F I L E D United States Court of Appeals Tenth Circuit UNITED STATES COURT OF APPEALS FEB 3 1998 TENTH CIRCUIT PATRICK FISHER Clerk

GINA F. MYERS,

Plaintiff-Appellant,

v. No. 96-7127 LeFLORE COUNTY BOARD OF (D.C. No. 96-CV-188) COMMISSIONERS, also known as (E.D. Okla.) Board of County Commissioners of LeFlore County, Oklahoma,

Defendant-Appellee.

ORDER AND JUDGMENT *

Before SEYMOUR, Chief Judge, EBEL, and BRISCOE, Circuit Judges.

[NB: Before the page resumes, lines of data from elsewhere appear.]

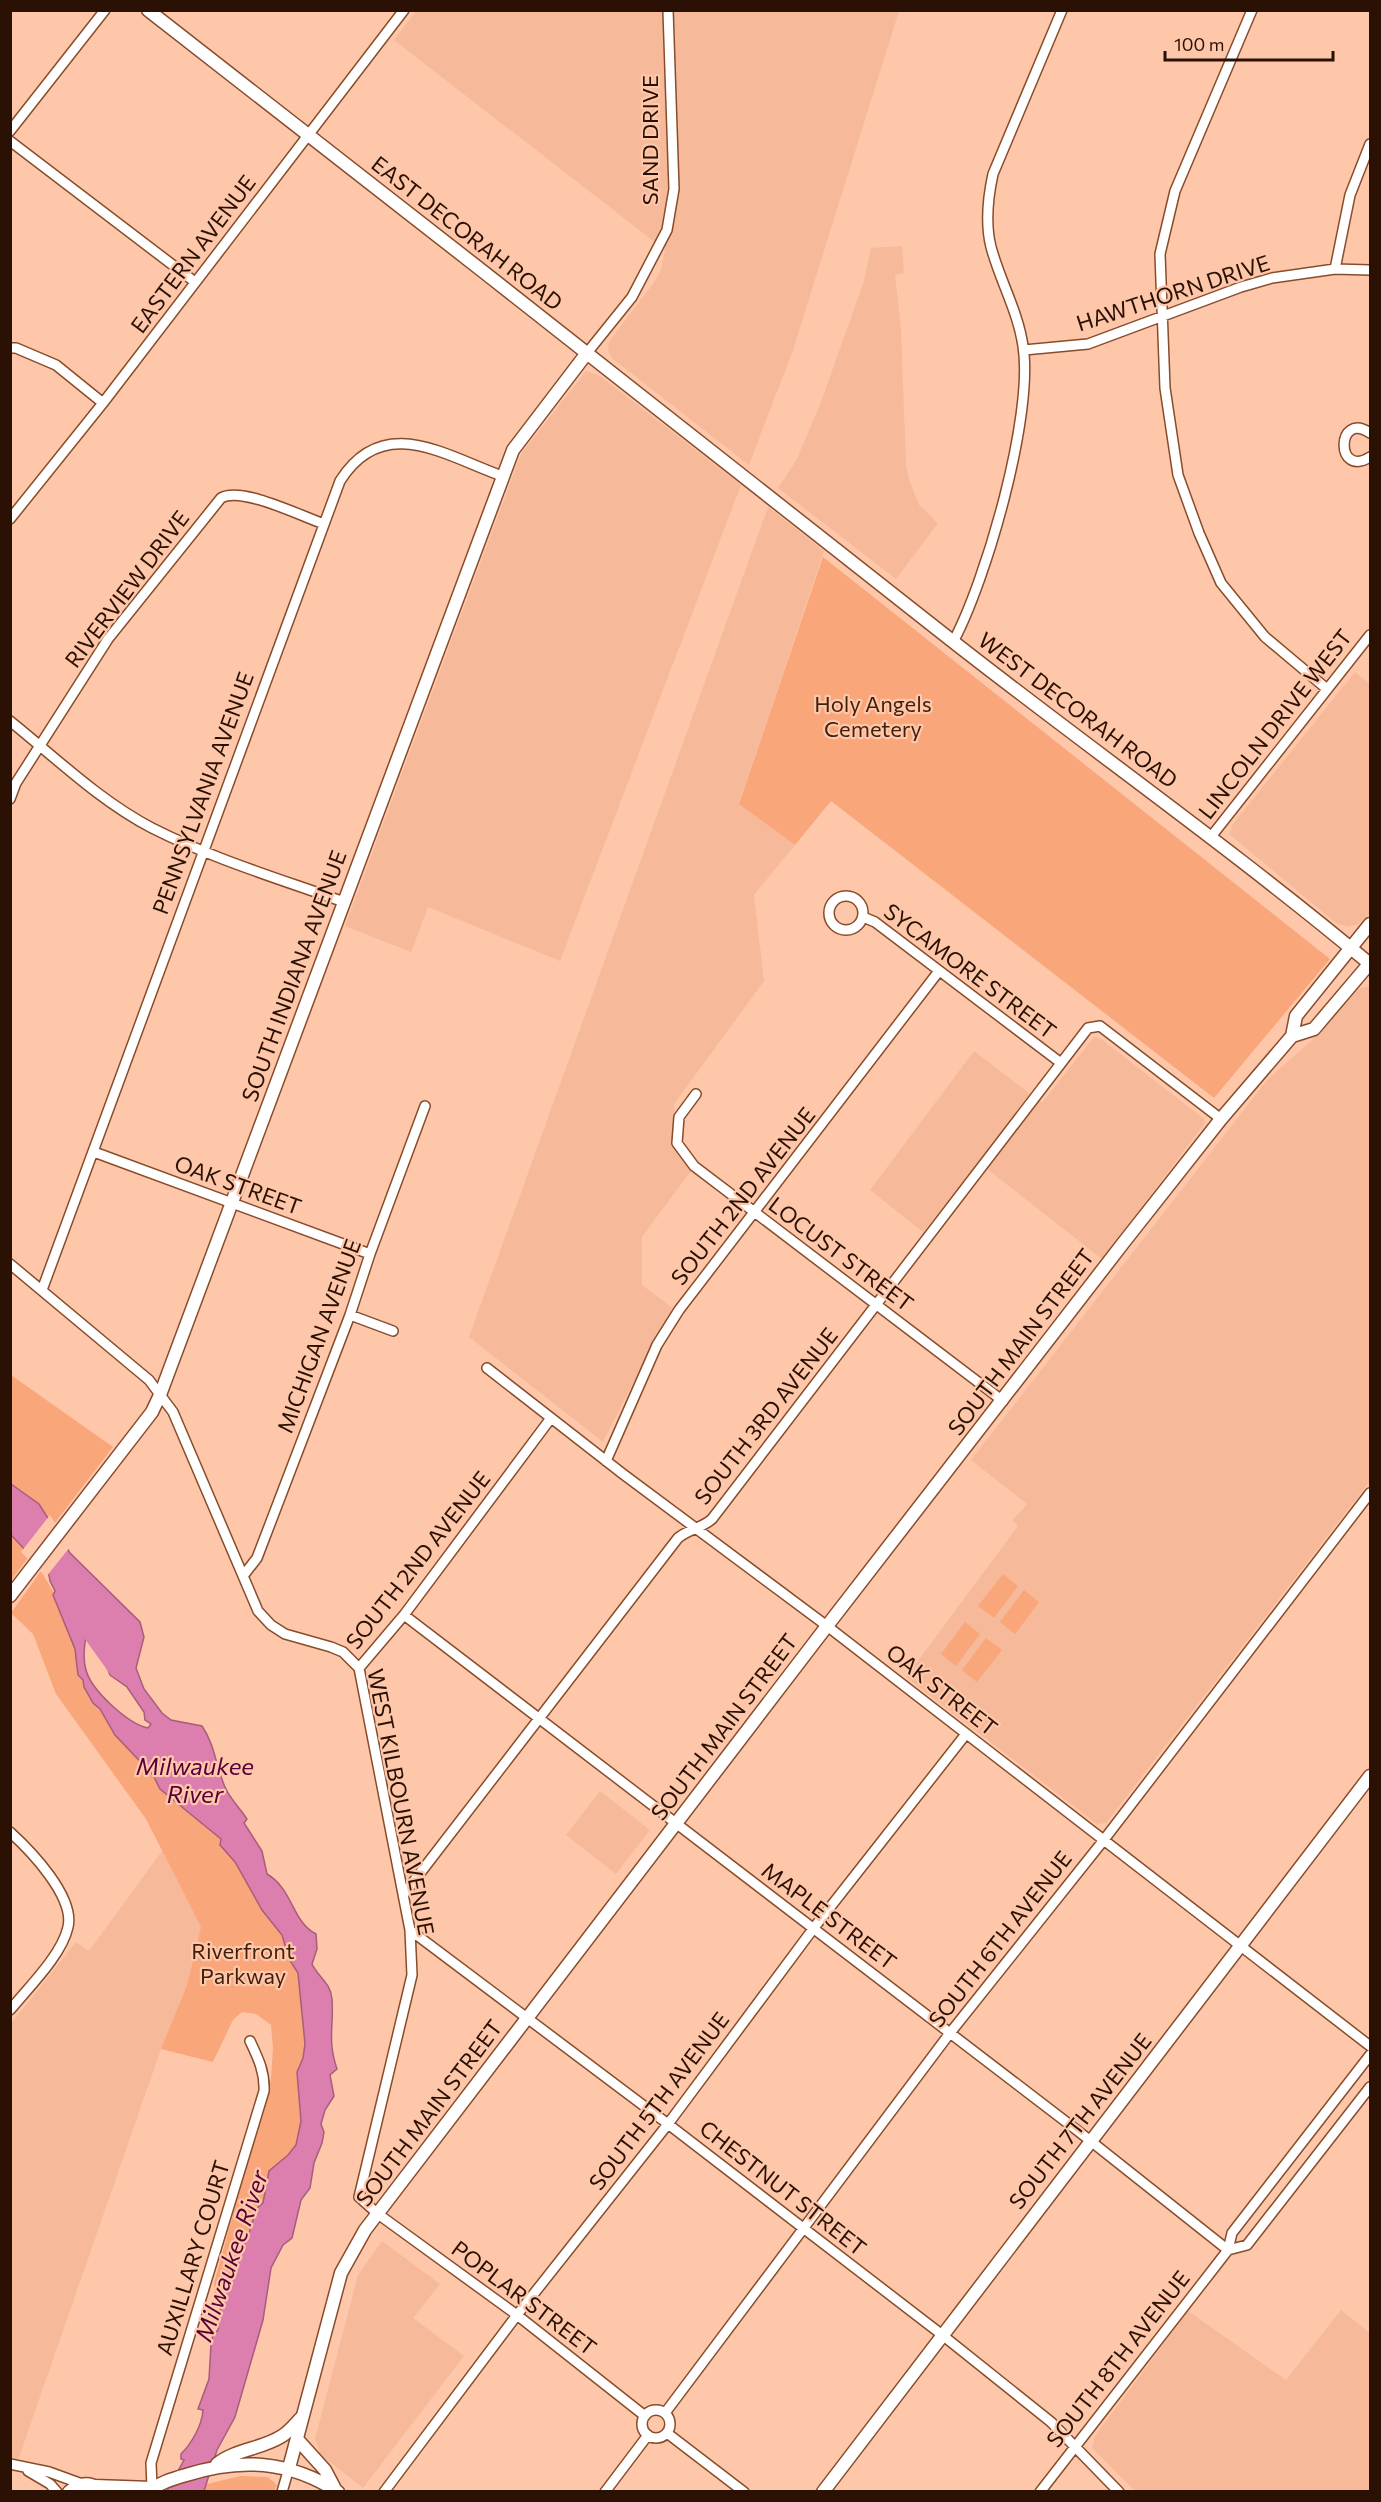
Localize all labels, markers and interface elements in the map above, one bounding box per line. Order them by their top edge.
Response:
scale bar [1165,24,1333,62]
text: 100 m [1174,33,1224,55]
street label: SAND DRIVE [636,75,663,205]
street label: EAST DECORAH ROAD [366,150,568,316]
street label: EASTERN AVENUE [124,169,261,338]
street label: HAWTHORN DRIVE [1073,248,1273,337]
street label: RIVERVIEW DRIVE [59,505,194,673]
street label: LINCOLN DRIVE WEST [1192,623,1357,824]
street label: WEST DECORAH ROAD [973,626,1183,793]
street label: PENNSYLVANIA AVENUE [146,668,259,918]
park label: Holy Angels Cemetery [814,690,932,742]
street label: SOUTH INDIANA AVENUE [235,846,352,1105]
street label: SYCAMORE STREET [879,897,1062,1044]
street label: SOUTH 2ND AVENUE [665,1101,820,1290]
street label: OAK STREET [171,1149,305,1220]
street label: LOCUST STREET [764,1190,919,1317]
street label: MICHIGAN AVENUE [271,1235,366,1437]
street label: SOUTH MAIN STREET [942,1243,1100,1440]
street label: SOUTH 3RD AVENUE [688,1322,843,1509]
street label: SOUTH 2ND AVENUE [340,1465,495,1654]
street label: SOUTH MAIN STREET [645,1628,803,1825]
street label: OAK STREET [882,1638,1003,1741]
street label: WEST KILBOURN AVENUE [362,1666,441,1938]
water label: Milwaukee River [136,1751,254,1808]
street label: SOUTH 6TH AVENUE [922,1845,1077,2032]
street label: MAPLE STREET [757,1856,902,1975]
park label: Riverfront Parkway [191,1937,295,1989]
street label: SOUTH 5TH AVENUE [583,2006,734,2195]
street label: SOUTH MAIN STREET [350,2014,508,2211]
street label: SOUTH 7TH AVENUE [1003,2027,1157,2214]
street label: CHESTNUT STREET [695,2114,872,2261]
street label: AUXILLARY COURT [150,2157,235,2359]
water label: Milwaukee River [188,2165,274,2345]
street label: POPLAR STREET [447,2234,602,2361]
street label: SOUTH 8TH AVENUE [1040,2265,1195,2452]

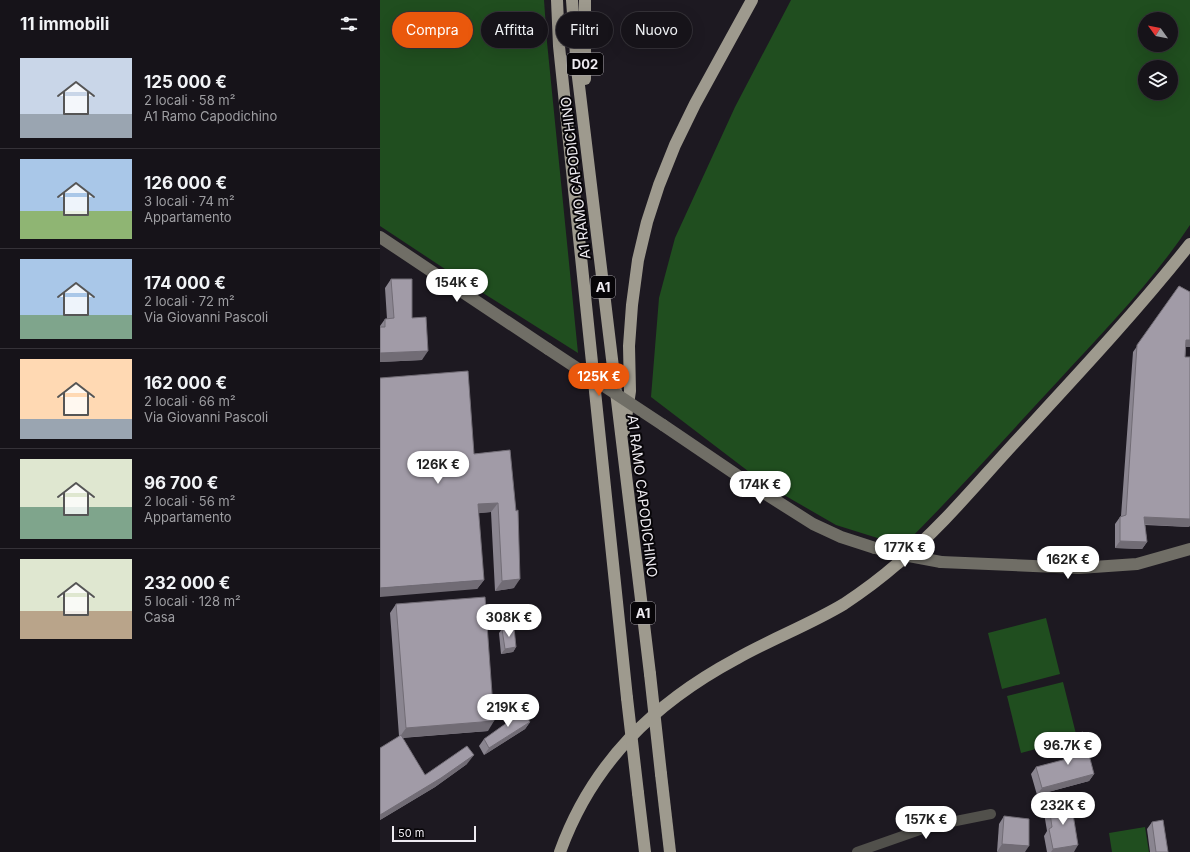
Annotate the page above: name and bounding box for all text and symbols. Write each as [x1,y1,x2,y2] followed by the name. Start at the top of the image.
[392,12,473,48] chip: Compra
[481,12,548,48] chip: Affitta
[556,12,613,48] chip: Filtri
[621,12,692,48] chip: Nuovo
[1138,12,1178,52] north arrow
[1138,12,1178,100] map controls
[338,13,360,35] icon: filters
[20,14,109,34] text: 11 immobili
[567,53,603,75] road number: D02
[1138,60,1178,100] button: layers
[144,72,227,92] text: 125 000 €
[52,74,100,122] icon: home
[144,92,235,108] text: 2 locali · 58 m²
[557,96,593,260] street label: A1 RAMO CAPODICHINO
[144,108,277,124] text: A1 Ramo Capodichino
[144,173,227,193] text: 126 000 €
[52,175,100,223] icon: home
[144,193,235,209] text: 3 locali · 74 m²
[144,209,232,225] text: Appartamento
[424,269,490,303] pin: 154K €
[144,273,226,293] text: 174 000 €
[435,274,479,290] text: 154K €
[52,275,100,323] icon: home
[591,276,615,298] road number: A1
[144,293,235,309] text: 2 locali · 72 m²
[144,309,268,325] text: Via Giovanni Pascoli
[566,363,632,397] pin: 125K €
[577,368,621,384] text: 125K €
[144,373,227,393] text: 162 000 €
[52,375,100,423] icon: home
[144,393,236,409] text: 2 locali · 66 m²
[144,409,268,425] text: Via Giovanni Pascoli
[625,414,661,578] street label: A1 RAMO CAPODICHINO
[405,451,471,485] pin: 126K €
[416,456,460,472] text: 126K €
[727,471,793,505] pin: 174K €
[144,473,218,493] text: 96 700 €
[52,475,100,523] icon: home
[739,476,781,492] text: 174K €
[144,493,236,509] text: 2 locali · 56 m²
[144,509,232,525] text: Appartamento
[872,534,938,568] pin: 177K €
[884,539,926,555] text: 177K €
[1035,546,1101,580] pin: 162K €
[1046,551,1090,567] text: 162K €
[144,573,230,593] text: 232 000 €
[52,575,100,623] icon: home
[144,593,241,609] text: 5 locali · 128 m²
[631,602,655,624] road number: A1
[476,604,542,638] pin: 308K €
[144,609,175,625] text: Casa
[486,609,532,625] text: 308K €
[475,694,541,728] pin: 219K €
[486,699,530,715] text: 219K €
[1031,732,1105,766] pin: 96.7K €
[1043,737,1093,753] text: 96.7K €
[1030,792,1096,826] pin: 232K €
[1040,797,1086,813] text: 232K €
[893,806,959,840] pin: 157K €
[905,811,947,827] text: 157K €
[392,824,476,843] scale bar
[398,826,424,840] text: 50 m

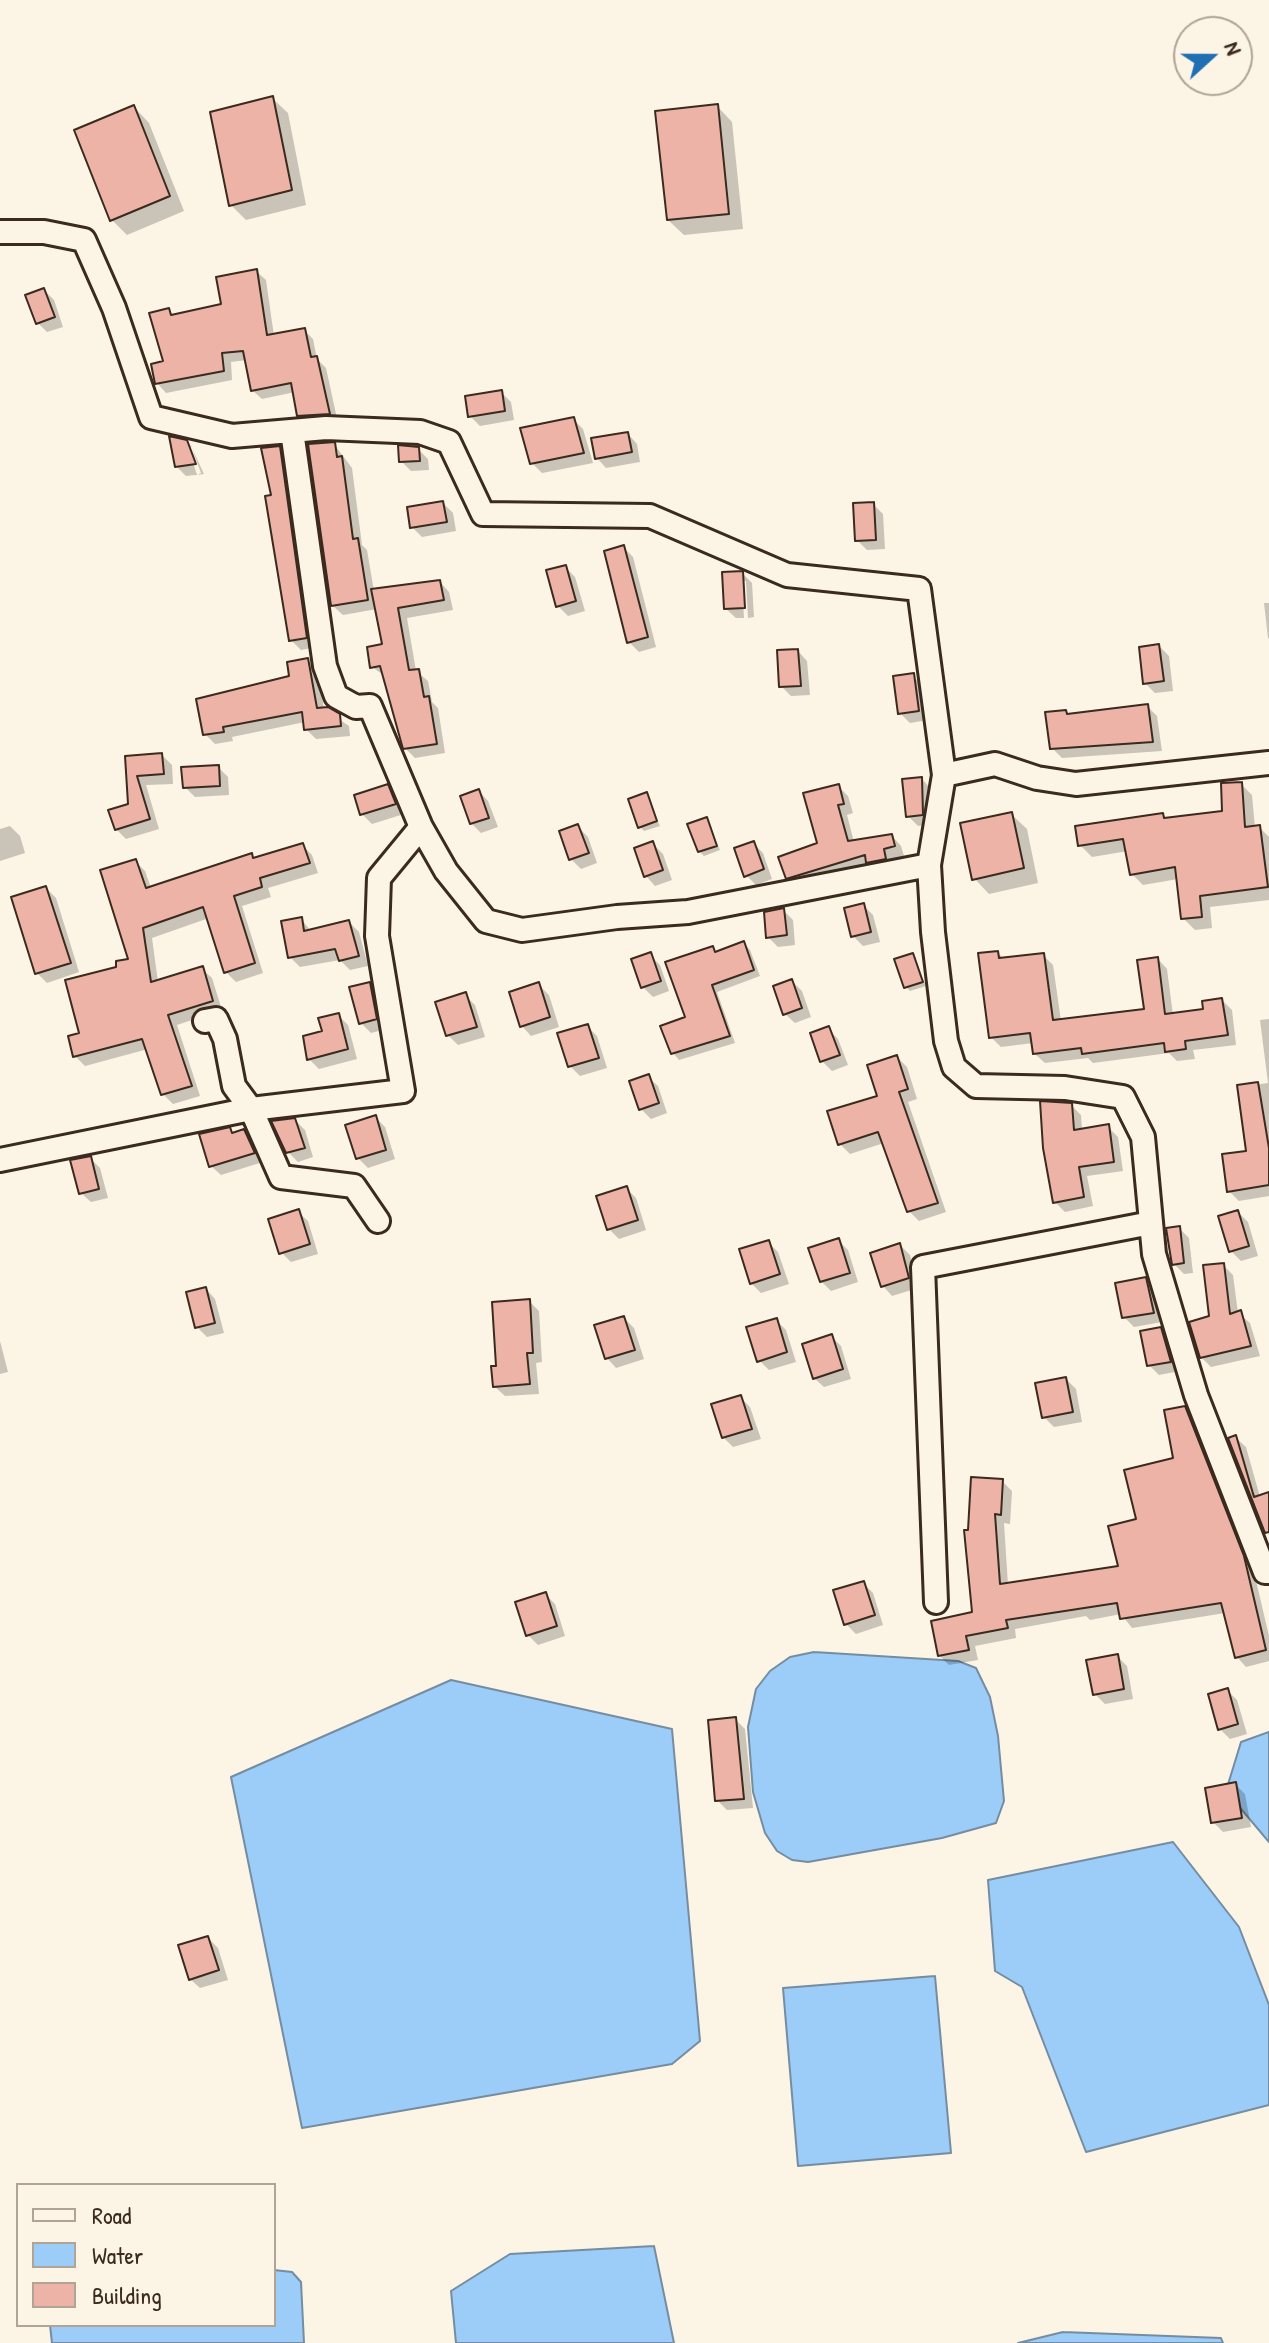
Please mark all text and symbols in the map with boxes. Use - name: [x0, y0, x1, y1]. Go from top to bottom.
- north arrow: [1173, 16, 1253, 96]
- text: N: [1217, 37, 1250, 59]
- legend: [16, 2183, 276, 2327]
- text: Road: [92, 2199, 131, 2231]
- text: Water: [92, 2239, 143, 2271]
- text: Building: [92, 2279, 162, 2311]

Plaintiff Gina Myers appeals the district court’s grant of summary judgment

in favor of defendant LeFlore County Board of Commissioners on her claims

under Title VII and the Equal Pay Act of 1963 for sexual harassment, sexual

discrimination, retaliation, and unequal pay. We exercise jurisdiction pursuant to

28 U.S.C. § 1291 and affirm.

* This order and judgment is not binding precedent, except under the doctrines of law of the case, res judicata, and collateral estoppel. The court generally disfavors the citation of orders and judgments; nevertheless, an order and judgment may be cited under the terms and conditions of 10th Cir. R. 36.3. Myers was hired in April 1994 as a truck driver for LeFlore County. Her

immediate supervisor was Leonard “Butch” Steelman, but Freddie Cox, county

commissioner for District 3 in LeFlore County, had ultimate supervisory authority

over all county employees. Myers’ employment was terminated on September 8,

1995, and she filed this action against the Board.

We review the district court’s grant of summary judgment de novo,

applying the same standard used by the district court under Fed. R. Civ. P. 56(c).

V-1 Oil Co. v. Means, 94 F.3d 1420, 1422 (10th Cir. 1996). Summary judgment

is appropriate only “if the pleadings, depositions, answers to interrogatories, and

admissions on file, together with the affidavits, if any, show that there is no

genuine issue as to any material fact and that the moving party is entitled to a

judgment as a matter of law.” Fed. R. Civ. P. 56(c).

Sexual harassment

Myers’ allegations of sexual harassment focus primarily on various acts

committed by Clinton Huckaby, an equipment operator for the county. Huckaby

started to appear uninvited at Myers’ home in July or August 1994, and he visited

her home ten to twelve times during Myers’ tenure with the county. On one

occasion, he allegedly tried to grab and kiss her, but she pushed him away, telling

him he was a married man. Myers did not tell Cox or Steelman about Huckaby’s

-2- visits to her home. In 1994, Myers found a birthday card on the windshield of her

truck signed “Super Jerk,” with a small drawing of a hand with the middle finger

sticking up on the card. “Super Jerk” was the name Myers regularly called

Huckaby. Sometime in 1994, Myers was working alone with Huckaby in a truck

when he reached over and tried to touch her. On another occasion, sometime

around Christmas 1994, Myers agreed to ride with Huckaby (apparently during

working hours) to look at a piece of land he was considering purchasing. During

the trip, Huckaby stopped the truck and kissed Myers. Myers did not report these

incidents to Cox or to Steelman.

Myers was sitting with a coworker, Sam Hall, in the break room in

February 1995 when Huckaby walked in and slapped her in the face with his open

palm. Huckaby admitted he slapped Myers, but claimed it was a continuation of

mutual teasing earlier in the day and was in response to Myers “flipping him off”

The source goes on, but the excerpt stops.